PROBLEM DESCRIPTION: Output all the data exactly. Pictures do not belong in the copy.

DATA SEGMENT:
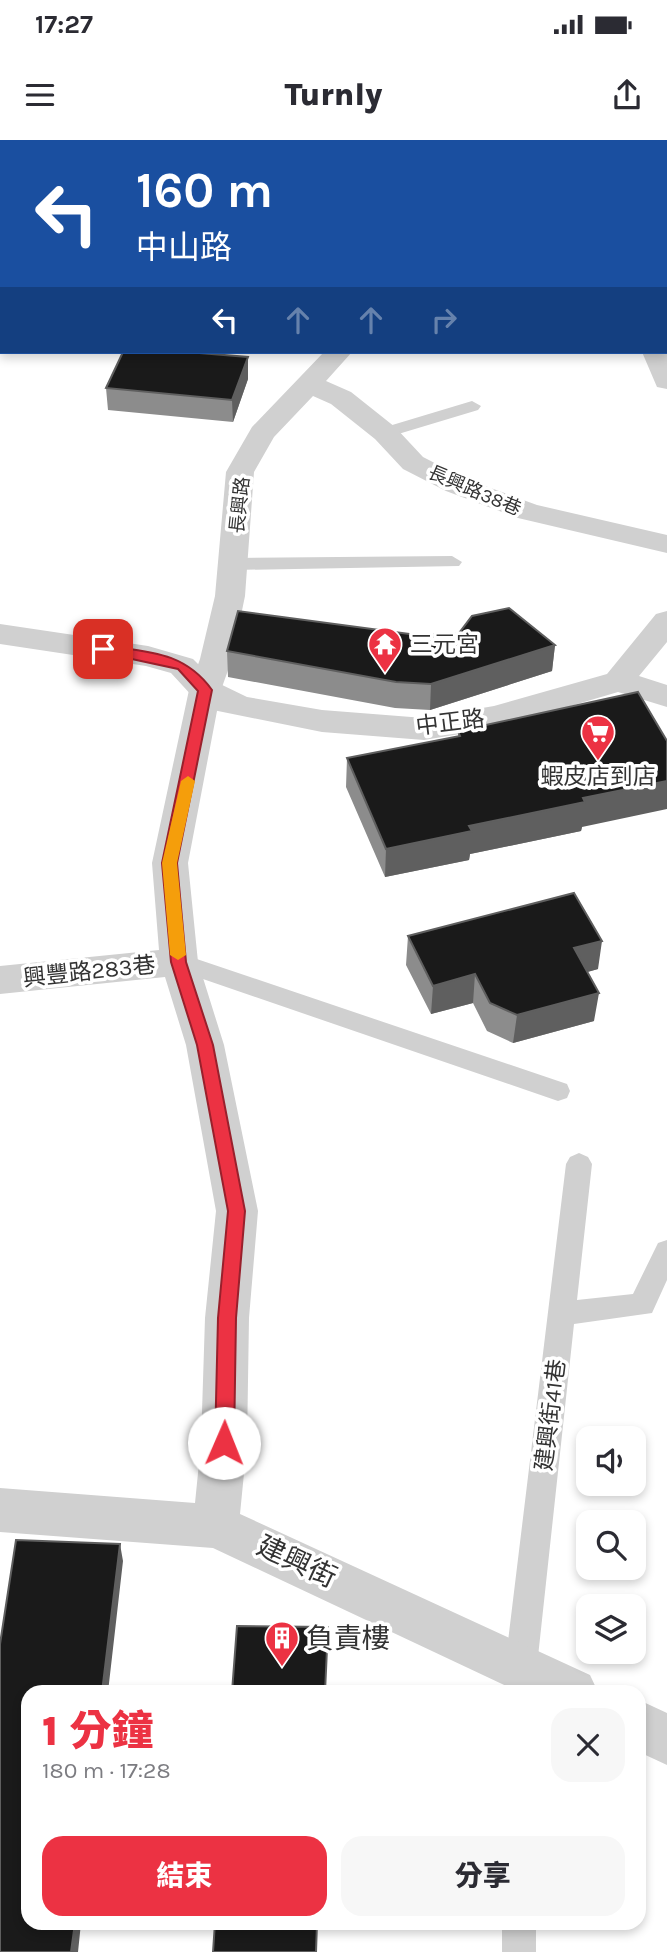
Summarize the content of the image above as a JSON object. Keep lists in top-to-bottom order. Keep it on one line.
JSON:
{"streets":{"street":["長興路38巷","長興路","中正路","興豐路283巷","建興街"],"lane":["建興街41巷"]},"crossings":[["長興路38巷","長興路"],["長興路","中正路"],["長興路","興豐路283巷"],["長興路","建興街"],["建興街41巷","建興街"]],"places":{"temple":["三元宮"],"supermarket":["蝦皮店到店"],"building":["負責樓"]},"page":{"status":"17:27","header":"Turnly","turn":["160 m","中山路"],"heading":["1 分鐘","180 m · 17:28"],"buttons":["結束","分享"]}}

RESULT BELOW:
Summarize the content of the image above as a JSON object. Keep lists in top-to-bottom order. Keep it on one line.
JSON:
{"streets":{"street":["長興路38巷","長興路","中正路","興豐路283巷","建興街"],"lane":["建興街41巷"]},"crossings":[["長興路38巷","長興路"],["長興路","中正路"],["長興路","興豐路283巷"],["長興路","建興街"],["建興街41巷","建興街"]],"places":{"temple":["三元宮"],"supermarket":["蝦皮店到店"],"building":["負責樓"]},"page":{"status":"17:27","header":"Turnly","turn":["160 m","中山路"],"heading":["1 分鐘","180 m · 17:28"],"buttons":["結束","分享"]}}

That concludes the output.